= Megapolis Pune =

Residential township in Pimpri-Chinchwad, India

Megapolis is an residential township in Pune, India. It is located in Hinjawadi. The township is being built at an estimated cost of . It is developed by Pegasus Properties, a joint venture of Kumar Properties and Avinash Bhosale Infrastructure Ltd (ABIL). Work on the project started in early 2007, it was launched in April 2012, and possession of various building and housing projects started in 2013. Some new building clusters are launched in 2018 and 2019.

==History==
This township was formally launched in April 2008, developed by Pegasus Properties Ltd., a joint venture between Kumar Properties and Avinash Bhosale Industries Ltd. (ABIL), established in 2008.
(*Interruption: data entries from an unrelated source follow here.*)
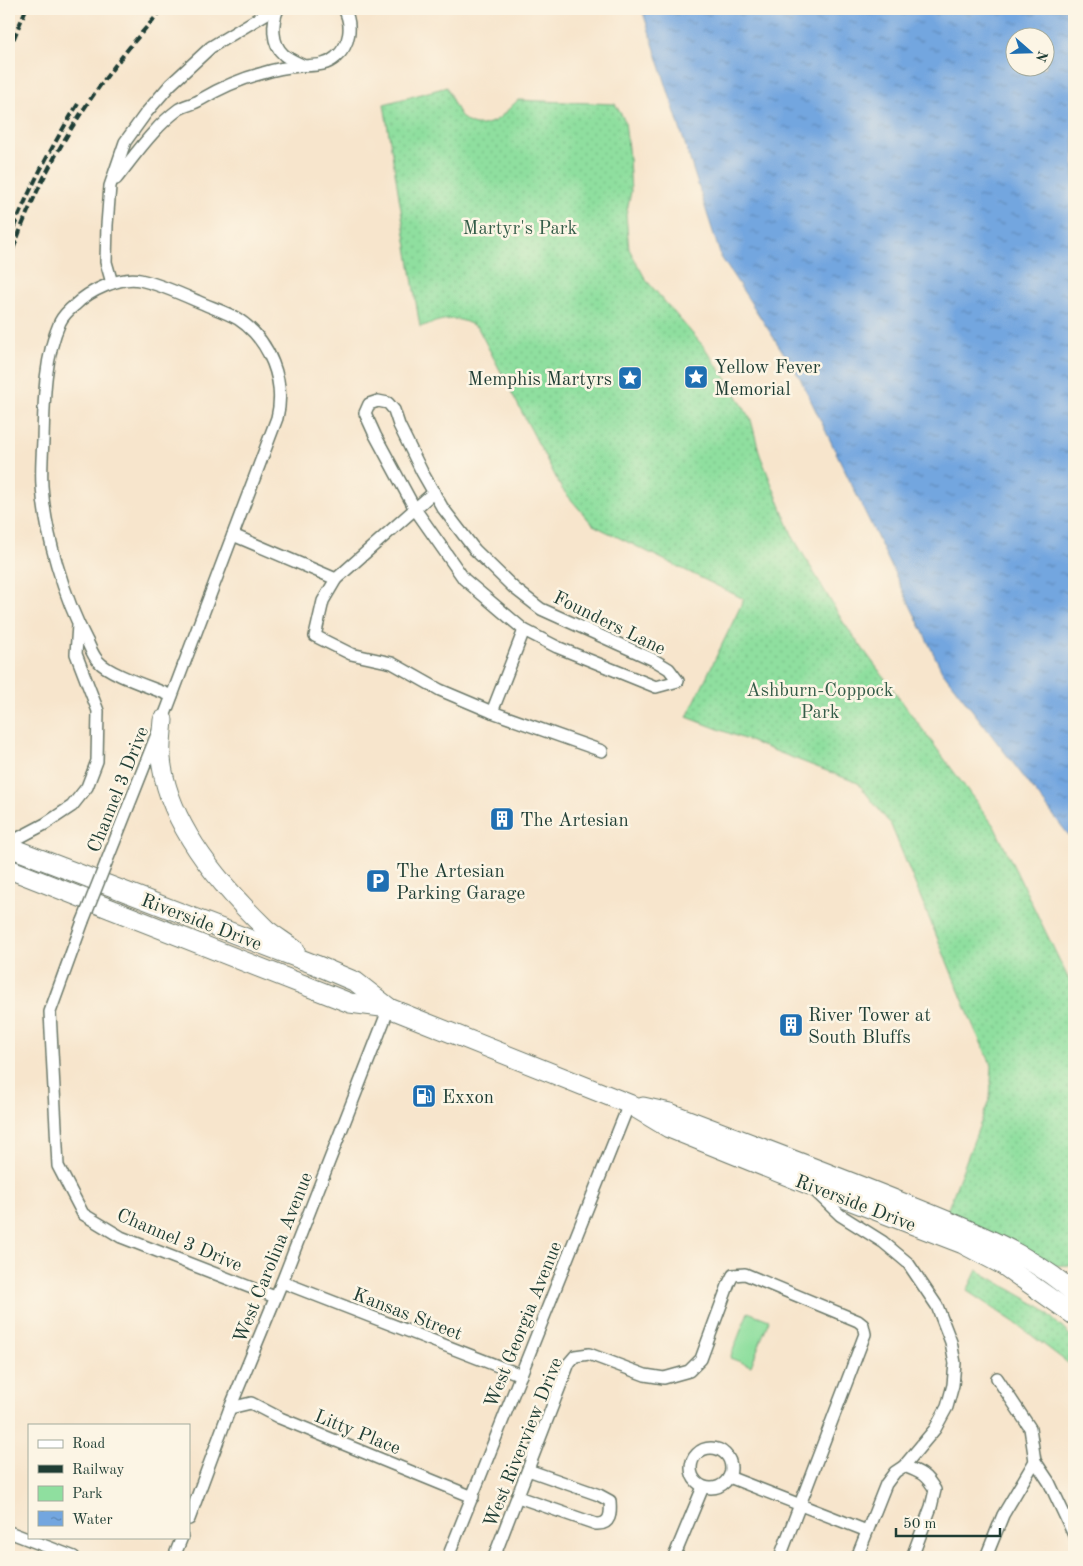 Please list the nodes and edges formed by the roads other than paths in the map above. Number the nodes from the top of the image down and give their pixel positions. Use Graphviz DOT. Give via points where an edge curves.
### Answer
graph roads {
  1 [pos="274,9"];
  2 [pos="278,9"];
  3 [pos="344,9"];
  4 [pos="302,66"];
  5 [pos="110,186"];
  6 [pos="112,283"];
  7 [pos="434,492"];
  8 [pos="415,508"];
  9 [pos="233,535"];
  10 [pos="336,579"];
  11 [pos="78,624"];
  12 [pos="524,630"];
  13 [pos="172,696"];
  14 [pos="492,712"];
  15 [pos="163,720"];
  16 [pos="602,751"];
  17 [pos="9,843"];
  18 [pos="9,847"];
  19 [pos="9,869"];
  20 [pos="316,965"];
  21 [pos="389,1008"];
  22 [pos="629,1104"];
  23 [pos="810,1185"];
  24 [pos="282,1282"];
  25 [pos="1074,1292"];
  26 [pos="275,1297"];
  27 [pos="1074,1316"];
  28 [pos="521,1376"];
  29 [pos="997,1378"];
  30 [pos="230,1408"];
  31 [pos="1035,1461"];
  32 [pos="904,1466"];
  33 [pos="528,1470"];
  34 [pos="729,1477"];
  35 [pos="703,1487"];
  36 [pos="473,1497"];
  37 [pos="518,1497"];
  38 [pos="801,1505"];
  39 [pos="190,1516"];
  40 [pos="867,1530"];
  41 [pos="9,1532"];
  42 [pos="1074,1536"];
  43 [pos="182,1538"];
  44 [pos="74,1557"];
  45 [pos="174,1557"];
  46 [pos="448,1557"];
  47 [pos="494,1557"];
  48 [pos="674,1557"];
  49 [pos="780,1557"];
  50 [pos="857,1557"];
  51 [pos="912,1557"];
  52 [pos="986,1557"];
  1 -- 5 [label="street" via="211,47 170,85 125,142"];
  2 -- 4 [label="street" via="274,18 275,42 283,54"];
  3 -- 4 [label="street" via="349,28 341,51 327,63"];
  4 -- 5 [label="street" via="232,83 180,109 154,132"];
  5 -- 6 [label="street" via="106,262"];
  6 -- 9 [label="street, Channel 3 Drive" via="138,280 182,294 237,318 256,336 274,365 280,404"];
  6 -- 11 [label="street, Channel 3 Drive" via="91,292 61,320 49,362 42,486 51,544"];
  7 -- 8 [label="street"];
  7 -- 8 [label="street, Founders Lane" via="394,410 388,403 378,400 369,404 365,413"];
  7 -- 12 [label="street, Founders Lane" via="475,550 514,588 542,609 654,660 669,669 678,681 656,687 557,648"];
  8 -- 10 [label="street"];
  8 -- 12 [label="street, Founders Lane" via="464,579"];
  9 -- 10 [label="street"];
  9 -- 13 [label="street, Channel 3 Drive"];
  10 -- 14 [label="street" via="323,601 315,636 351,654 392,662 440,690"];
  11 -- 13 [label="street, Channel 3 Drive" via="98,661 114,672"];
  11 -- 17 [label="street" via="76,654 98,711 97,762 87,787 72,806"];
  12 -- 14 [label="street"];
  13 -- 15 [label="street, Channel 3 Drive"];
  14 -- 16 [label="street"];
  15 -- 20 [label="main road" via="161,757 168,790 185,829 230,893 269,931"];
  15 -- 26 [label="street, Channel 3 Drive, bridge" via="50,1012 58,1166 83,1214 130,1240"];
  18 -- 20 [label="main road, Riverside Drive"];
  19 -- 21 [label="main road, Riverside Drive" via="350,1003"];
  20 -- 21 [label="main road, Riverside Drive" via="356,982"];
  21 -- 22 [label="main road, Riverside Drive"];
  21 -- 24 [label="street, West Carolina Avenue"];
  22 -- 23 [label="main road, Riverside Drive" via="669,1128"];
  22 -- 25 [label="main road, Riverside Drive" via="670,1112 934,1216 1030,1261"];
  22 -- 28 [label="street, West Georgia Avenue"];
  23 -- 27 [label="main road, Riverside Drive" via="963,1244 1003,1265"];
  23 -- 32 [label="street" via="840,1215 883,1242 908,1263 937,1306 951,1342 955,1364 947,1407 935,1429"];
  24 -- 26 [label="street, West Carolina Avenue"];
  24 -- 28 [label="street, Kansas Street"];
  26 -- 30 [label="street, West Carolina Avenue"];
  28 -- 36 [label="street, West Georgia Avenue"];
  29 -- 31 [label="street" via="1030,1428"];
  30 -- 36 [label="street, Litty Place" via="251,1403 280,1418"];
  30 -- 39 [label="street, West Carolina Avenue"];
  31 -- 42 [label="street" via="1049,1482"];
  31 -- 52 [label="street" via="1003,1515"];
  32 -- 40 [label="street" via="886,1484"];
  32 -- 51 [label="street" via="921,1472 935,1490"];
  33 -- 37 [label="street, West Riverview Drive"];
  33 -- 37 [label="street" via="599,1495 610,1501 611,1513 608,1521 596,1524"];
  33 -- 38 [label="street, West Riverview Drive" via="569,1363 575,1356 589,1354 645,1375 664,1378 689,1371 701,1359 733,1275 745,1274 858,1322 865,1334"];
  34 -- 35 [label="street" via="718,1487"];
  34 -- 35 [label="street" via="730,1464 722,1452 703,1450 694,1458 691,1471 693,1478"];
  34 -- 38 [label="street"];
  35 -- 48 [label="street"];
  36 -- 46 [label="street, West Georgia Avenue"];
  37 -- 47 [label="street, West Riverview Drive"];
  38 -- 40 [label="street"];
  38 -- 49 [label="street"];
  40 -- 50 [label="street"];
  41 -- 44 [label="street"];
  43 -- 45 [label="street"];
}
This was the third integrated township developed around the city of pune, after Amanora Park Town by City Development Corporation and Blue Ridge by Paranjape Schemes Construction, and has a projection of 10,000 apartments

==Overview==
Megapolis township is being built over 150-acres and is slated to have around 10,000 residences. It is one among a number of other townships being developed in Hinjewadi by renowned developers in Pune. All these townships were conceived so that the rising number of computer software professionals working in the IT Park nearby would not have to commute for long distances. Megapolis is also located amidst IT majors like Tata Consultancy Services (TCS), Tech Mahindra, Cognizant, Siemens, IBM, Infosys, WIPRO, Synechron and others.

==Transport==
Megapolis has easy access to Phase 3 of the IT Park, as well as Pirangut, Talegaon MIDC and Mumbai Pune Expressway. Most of the professionals working here get a pick up and drop service by their employers. For the others, the daily commute involves using their own vehicles or using public transport, which is basically the buses run by Pune Municipal Corporation. These Pune Municipal Transport buses are convenient and can be boarded from 2-3 spots - Shivajinagar and Pune Municipal Corporation bus stand. These buses ply till Phase III via Phase I of the IT Park. Additionally, there are auto rickshaws and even shared six seater from Chandni Chowk to Wakad Chowk, from where the commuters can get another one which takes them to the IT Park and Megapolis. Travelling by own car makes the commute even more easy.

==Education==
Pawar Public School, a CBSE school is located within the township. The Pawar Public School is looked after by Pawar Public Charitable Trust. In addition, the trust also supports and sponsors programs for educational institutions like the Rayat Shikshan Sanstha, fostering the unique concept of 'earn & learn'. Pawar Public School, Hinjawadi, Pune, is the 5th school of the Trust after its branch in Chandivili, Mumbai. The school functions from Nursery to Grade X for the academic year 2022-23. The Trust started its flagship ICSE school at Bhandup, Mumbai in 2006. Pawar Public School, Hadapsar, Pune, started in March 2008, Pawar Public School, Kandivli West, Mumbai in March 2010 followed by a school in Chandivili, Mumbai.

==Salient Features==
The township sports a range of amenities including basic utilities. There are multiple clubhouses, gymnasiums and amphitheatres as well. For any medical emergency, there is a clinic in the premises. There is a dedicated bus shuttle exclusively for the township along with the PMPML (Pune Municipal Corporation) bus service that runs throughout Hinjawadi. This is a common feature of some other townships in Pune as well. A number of swimming pools are also a part of the amenities. Enveloping all these is the latest security technology involving Intelligence surveillance system and 24x7 security.

==Mahesh Bhupathi Tennis Academy==
Mahesh Bhupathi Tennis Academy launched its 38th Academy in India. The centre started tennis coaching from 15 October 2013.

Tennis clinics and other events are conducted on a regular basis. This facility is exclusively for Megapolis residents.

==Pre-School & Day Care Centre==
At Megapolis, toddlers and young children can be taken care of at many parts of the township.

==Residences==
More than 18,000 people reside currently in Megapolis and around 4.700 apartments have been sold so far. Township includes:
Sangria Towers, Smart Homes I Sparklet, Smart Homes II Sunway, Smart Homes III Splendour, Mystic and Smart Homes IV Symphony. The project also provides connectivity to Mumbai – Bangalore expressway, Chakan, Talegaon and Mumbai-Pune Expressway.